Microarray-driven validation of reference genes for quantitative real-time polymerase chain reaction in a rat vocal fold model of mucosal injury

Division of Otolaryngology, Department of Surgery, University of Wisconsin School of Medicine and Public Health, Madison, WI, USA.
Analytical Biochemistry (Impact Factor: 2.22). 11/2010; 406(2):214-21. DOI: 10.1016/j.ab.2010.07.021
Source: PubMed


Relative quantification by normalization against a stably expressed reference gene is a widely used data analysis method in microarray and quantitative real-time polymerase chain reaction (qRT-PCR) platforms; however, recent evidence suggests that many commonly utilized reference genes are unstable in certain experimental systems and situations.

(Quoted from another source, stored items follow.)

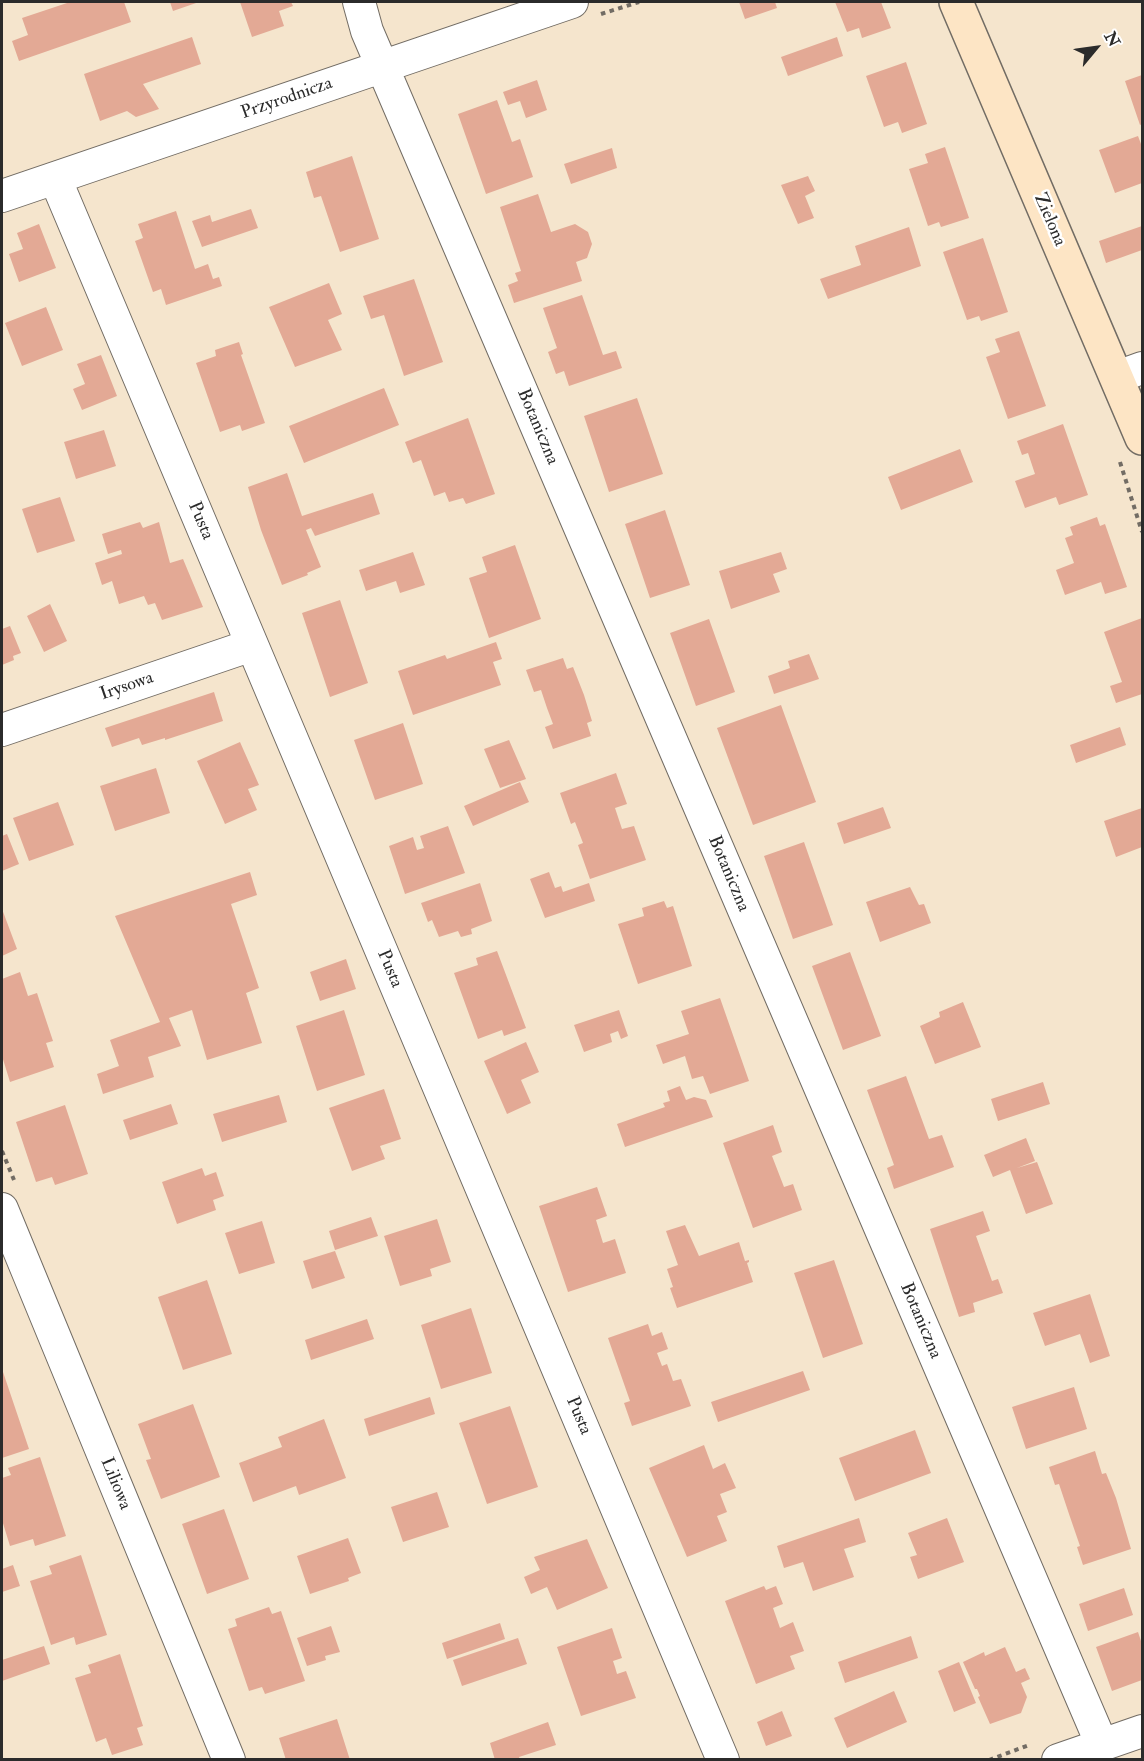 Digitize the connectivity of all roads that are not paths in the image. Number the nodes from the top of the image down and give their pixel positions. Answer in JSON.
{"nodes":[{"id":1,"x":360,"y":2,"type":"edge"},
{"id":2,"x":572,"y":2,"type":"edge"},
{"id":3,"x":956,"y":2,"type":"edge"},
{"id":4,"x":382,"y":66,"type":"junction"},
{"id":5,"x":55,"y":178,"type":"junction"},
{"id":6,"x":2,"y":196,"type":"edge"},
{"id":7,"x":1130,"y":372,"type":"edge"},
{"id":8,"x":1143,"y":438,"type":"edge"},
{"id":9,"x":252,"y":645,"type":"junction"},
{"id":10,"x":2,"y":730,"type":"edge"},
{"id":11,"x":2,"y":1209,"type":"edge"},
{"id":12,"x":1143,"y":1731,"type":"edge"},
{"id":13,"x":1102,"y":1745,"type":"junction"},
{"id":14,"x":1048,"y":1751,"type":"edge"},
{"id":15,"x":228,"y":1760,"type":"edge"},
{"id":16,"x":723,"y":1760,"type":"edge"}],
"edges":[{"from":1,"to":4,"type":"street","name":"Botaniczna"},
{"from":2,"to":4,"type":"street","name":"Przyrodnicza"},
{"from":3,"to":7,"type":"street","name":"Zielona"},
{"from":4,"to":5,"type":"street","name":"Przyrodnicza"},
{"from":4,"to":13,"type":"street","name":"Botaniczna"},
{"from":5,"to":6,"type":"street","name":"Przyrodnicza"},
{"from":5,"to":9,"type":"street","name":"Pusta"},
{"from":7,"to":8,"type":"street","name":"Zielona"},
{"from":9,"to":10,"type":"street","name":"Irysowa"},
{"from":9,"to":16,"type":"street","name":"Pusta"},
{"from":11,"to":15,"type":"street","name":"Liliowa"},
{"from":12,"to":13,"type":"street"},
{"from":13,"to":14,"type":"street"}]} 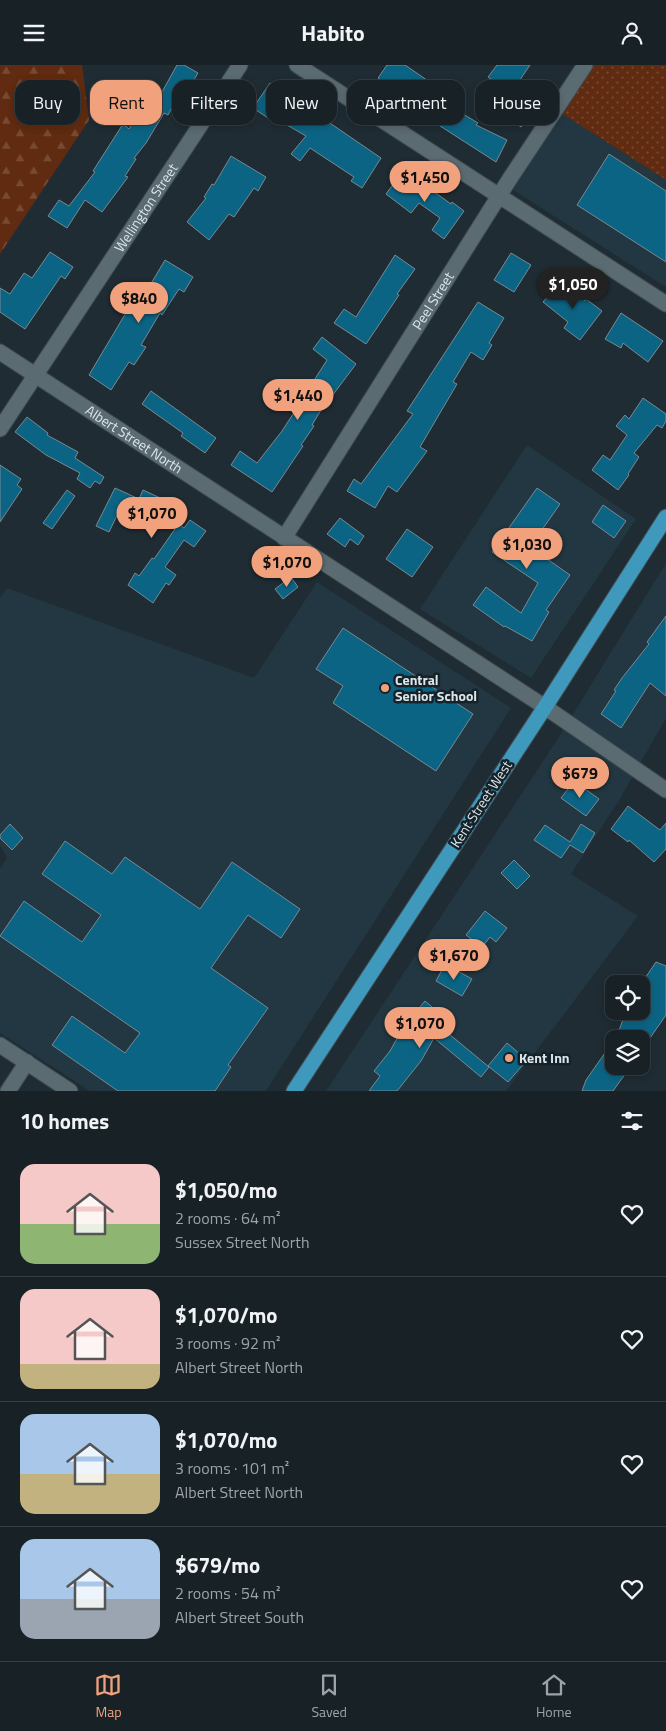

The primary aim of this study, therefore, was to screen and identify stably expressed reference genes in a well-established rat model of vocal fold mucosal injury. We selected and evaluated the expression stability of nine candidate reference genes. Ablim1, Sptbn1, and Wrnip1 were identified as stably expressed in a model-specific microarray dataset and were further validated as suitable reference genes in an independent qRT-PCR experiment using 2(-DeltaCT) and pairwise comparison-based (geNorm) analyses. Parallel analysis of six commonly used reference genes identified Sdha as the only stably expressed candidate in this group. Sdha, Sptbn1, and the geometric mean of Sdha and Sptbn1 each provided accurate normalization of target gene Tgfb1; Gapdh, the least stable candidate gene in our dataset, provided inaccurate normalization and an invalid experimental result. The stable reference genes identified here are suitable for accurate normalization of target gene expression in vocal fold mucosal injury experiments.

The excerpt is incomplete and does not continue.